# Canon PIXMA MP150 Printer-Scanner



## billyphatu (Aug 27, 2006)

I am trying to install a Canon PIXMA MP150 combined scanner and printer on my new Macbook Pro via a USB connection.  I thought it would be a breeze... but alas it is being a pain.  

Before I connected the printer, I used the set-up CD for Mac that came with the printer.  It seemed to install the printer driver, scanner driver and a couple of programs, just the same as when I installed it on a PC.  I then connected my printer.  Nothing happened - but I assume this is normal for Macs.  I went to the Printer utility and I saw the MP150 in the list of available printers.  When i tried to add it, however, the Printer utility froze and I had to Force Quit.  It did this every time, no matter what I changed on the settings for the driver (the default option is "Canon LJ Printer").  

I tried opening the Canon MP-Navigator program (allows you to set preferences for the printer etc) and it said that the driver had not been installed.  I tried installing again from the CD and the same thing happened.  I went to the Canon website and downloaded all of the most recent drivers and programs for the printer for Mac.  I installed them, and the same things happened.  A couple of times it seemed to work and the printer was added, but whenever I tried to print to it, the print job stopped and nothing happened.

Any ideas that might help me would be SOOO appreciated!  I am new to Macs, so it is entirely possible that I'm doing something wrong.  Is there a particular way to install drivers that I'm not doing?

Thanks in advance.


----------



## selody (Sep 1, 2006)

I have a Macbook pro and tried to intstall the drivers for the Canon MP150. The drivers are not installing properly.

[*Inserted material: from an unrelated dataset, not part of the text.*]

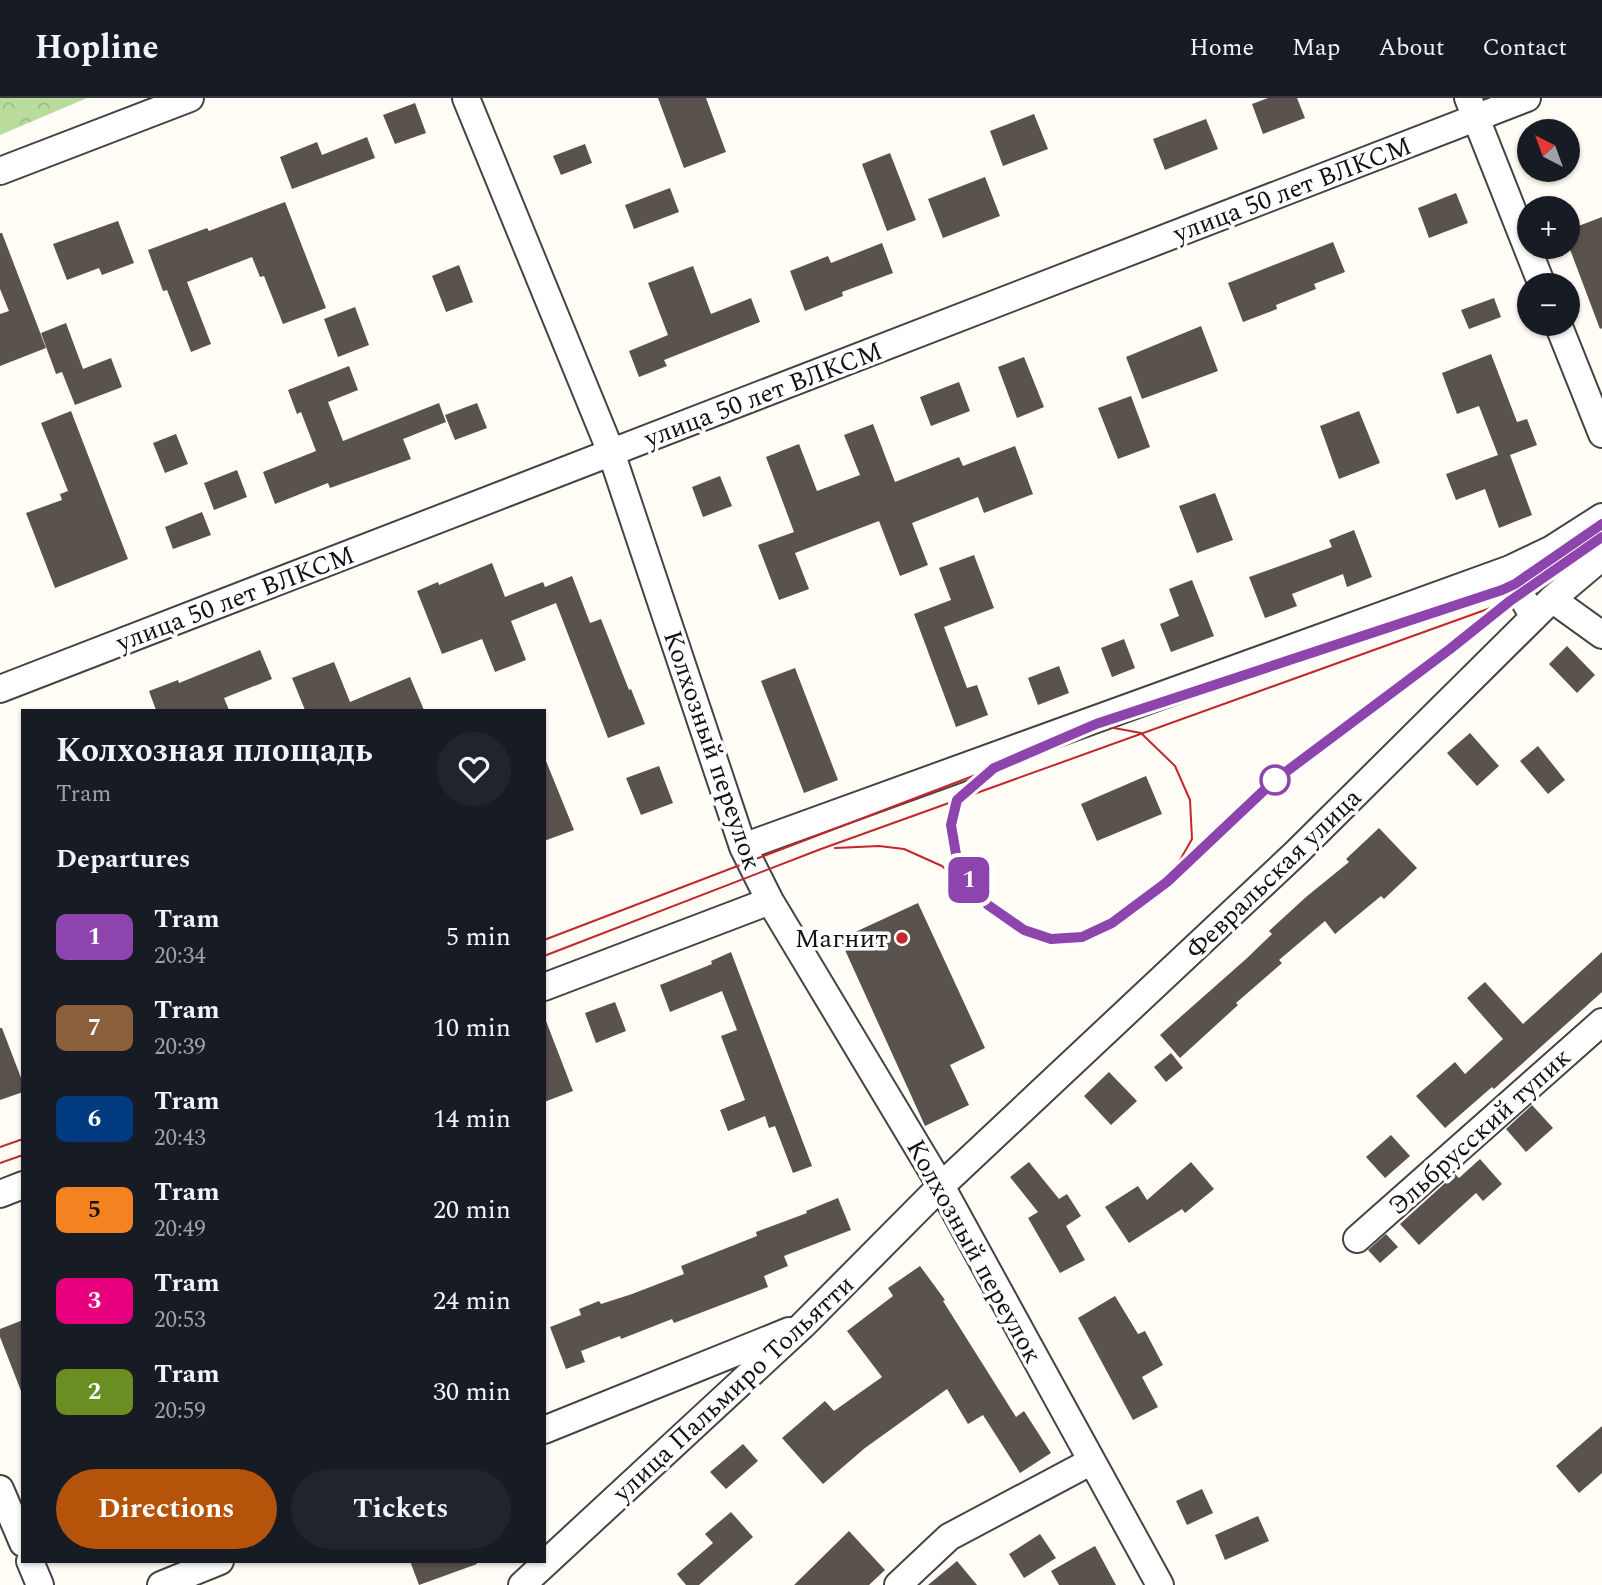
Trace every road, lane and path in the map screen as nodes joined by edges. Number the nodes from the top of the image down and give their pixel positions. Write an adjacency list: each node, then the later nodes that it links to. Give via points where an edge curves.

It's not you. I think the drivers are not compatiple with the new Macs. I want to know why it's not working with the Intel based Mac? Anyone have any ideas?


----------



## billyphatu (Sep 1, 2006)

I emailed Canon and I got this very unhelpful response:



> Dear Customer,
> 
> 
> Thank you for your recent enquiry regarding your Canon PIXMA MP150.
> ...



I didn't buy the printer for use on Mac... I only just bought the Mac (


----------



## Sammy113 (Sep 3, 2006)

selody said:


> I have a Macbook pro and tried to intstall the drivers for the Canon MP150. The drivers are not installing properly. It's not you. I think the drivers are not compatiple with the new Macs. I want to know why it's not working with the Intel based Mac? Anyone have any ideas?



Hi guys
I just have the same problem that you said.  Actually my mac doesnt even open de cd that came with the printer and i had to force quit it and restart. I downloaded the drivers from a site that at leats allow me to print my documents.  I also downloaded the scangear but my scanner does not work yet. I'm sorry i cant't remeber the website but I made a search in google for mp150 driver download for mac. I hope that help you


----------



## spunkyvixen (Sep 3, 2006)

I am going to try to d/l a beta drivers for 10.4.7 to see if that works.

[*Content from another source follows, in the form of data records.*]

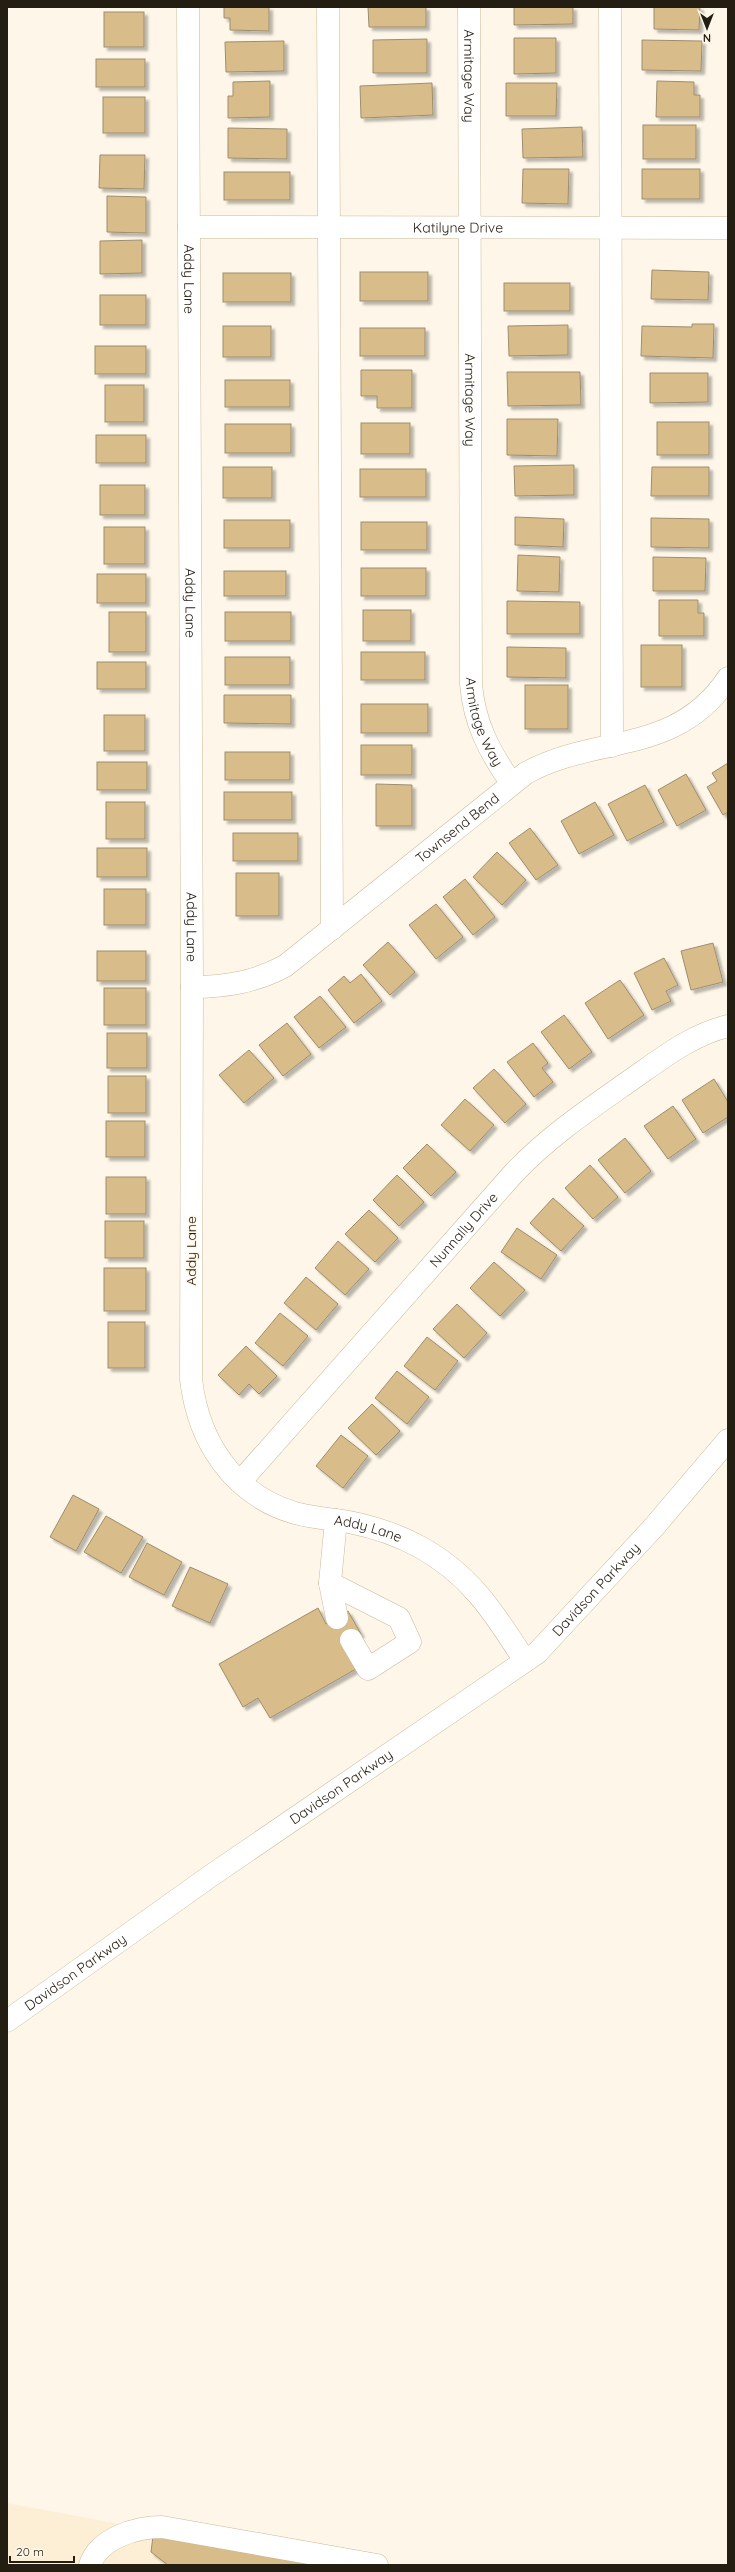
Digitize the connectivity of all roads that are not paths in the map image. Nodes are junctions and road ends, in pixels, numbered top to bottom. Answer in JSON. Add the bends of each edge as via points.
{"nodes":[{"id":1,"x":188,"y":7,"type":"edge"},
{"id":2,"x":328,"y":7,"type":"edge"},
{"id":3,"x":469,"y":7,"type":"edge"},
{"id":4,"x":610,"y":7,"type":"edge"},
{"id":5,"x":189,"y":227,"type":"junction"},
{"id":6,"x":329,"y":228,"type":"junction"},
{"id":7,"x":470,"y":228,"type":"junction"},
{"id":8,"x":611,"y":228,"type":"junction"},
{"id":9,"x":728,"y":228,"type":"edge"},
{"id":10,"x":728,"y":678,"type":"edge"},
{"id":11,"x":612,"y":746,"type":"junction"},
{"id":12,"x":512,"y":784,"type":"junction"},
{"id":13,"x":332,"y":929,"type":"junction"},
{"id":14,"x":192,"y":987,"type":"junction"},
{"id":15,"x":728,"y":1026,"type":"edge"},
{"id":16,"x":728,"y":1440,"type":"edge"},
{"id":17,"x":240,"y":1482,"type":"junction"},
{"id":18,"x":336,"y":1520,"type":"junction"},
{"id":19,"x":330,"y":1584,"type":"junction"},
{"id":20,"x":337,"y":1618,"type":"dead end"},
{"id":21,"x":351,"y":1640,"type":"dead end"},
{"id":22,"x":525,"y":1661,"type":"junction"},
{"id":23,"x":7,"y":2021,"type":"edge"},
{"id":24,"x":90,"y":2565,"type":"edge"},
{"id":25,"x":376,"y":2565,"type":"edge"}],
"edges":[{"from":1,"to":5,"type":"street","name":"Addy Lane"},
{"from":2,"to":6,"type":"street"},
{"from":3,"to":7,"type":"street","name":"Armitage Way"},
{"from":4,"to":8,"type":"street"},
{"from":5,"to":6,"type":"street","name":"Katilyne Drive"},
{"from":5,"to":14,"type":"street","name":"Addy Lane"},
{"from":6,"to":7,"type":"street","name":"Katilyne Drive"},
{"from":6,"to":13,"type":"street"},
{"from":7,"to":8,"type":"street","name":"Katilyne Drive"},
{"from":7,"to":12,"type":"street","name":"Armitage Way","via":[[472,693],[475,712],[486,743]]},
{"from":8,"to":9,"type":"street","name":"Katilyne Drive"},
{"from":8,"to":11,"type":"street"},
{"from":10,"to":11,"type":"street","name":"Townsend Bend","via":[[707,704],[680,724],[653,736]]},
{"from":11,"to":12,"type":"street","name":"Townsend Bend","via":[[543,764]]},
{"from":12,"to":13,"type":"street","name":"Townsend Bend"},
{"from":13,"to":14,"type":"street","name":"Townsend Bend","via":[[294,960],[264,976],[231,985]]},
{"from":14,"to":17,"type":"street","name":"Addy Lane","via":[[191,1379],[196,1412],[202,1429],[219,1459]]},
{"from":15,"to":17,"type":"street","name":"Nunnally Drive","via":[[702,1034],[679,1046],[574,1119],[528,1158]]},
{"from":16,"to":22,"type":"street","name":"Davidson Parkway","via":[[654,1528],[555,1635]]},
{"from":17,"to":18,"type":"street","name":"Addy Lane","via":[[260,1497],[282,1508],[306,1516]]},
{"from":18,"to":19,"type":"street"},
{"from":18,"to":22,"type":"street","name":"Addy Lane","via":[[397,1536],[441,1560],[484,1599]]},
{"from":19,"to":20,"type":"street"},
{"from":19,"to":21,"type":"street","via":[[399,1618],[410,1642],[368,1669]]},
{"from":22,"to":23,"type":"street","name":"Davidson Parkway","via":[[209,1876]]},
{"from":24,"to":25,"type":"street","via":[[92,2556],[116,2538],[146,2527],[162,2527]]}]}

Otherwise, I'll have to try roll back to the earlier version of Mac OS which will be a pain in the ass until Canon get their shit sorted.


----------



## Satcomer (Sep 4, 2006)

spunkyvixen said:


> I am going to try to d/l a beta drivers for 10.4.7 to see if that works.




Did it work?


----------



## macusercanada (Feb 9, 2008)

Hi, I had the same issue with my Canon MP150, but have it hooked up through a USB on my airport express.  I can print, however, when I want to scan, I have to hook it up directly to my iMac and not through my airport express.  Any ideas why it won't scan through the airport?


----------



## gsahli (Feb 10, 2008)

2nd paragraph:
http://docs.info.apple.com/article.html?artnum=107418


----------



## macusercanada (Feb 10, 2008)

Ok thanks gsahli...so basically I'm screwed...lol


----------



## macusercanada (Feb 10, 2008)

Thanks gsahli...I'm hooped


----------



## Satcomer (Feb 11, 2008)

Would something like  VueScan help your scanning dilemma?


----------



## shadow89 (Jan 23, 2012)

Hey guys it's super simple! Use image capture - the same app for importing photos off your camera. It comes with every mac. I am using 10.5.

I'm glad I figured it out


----------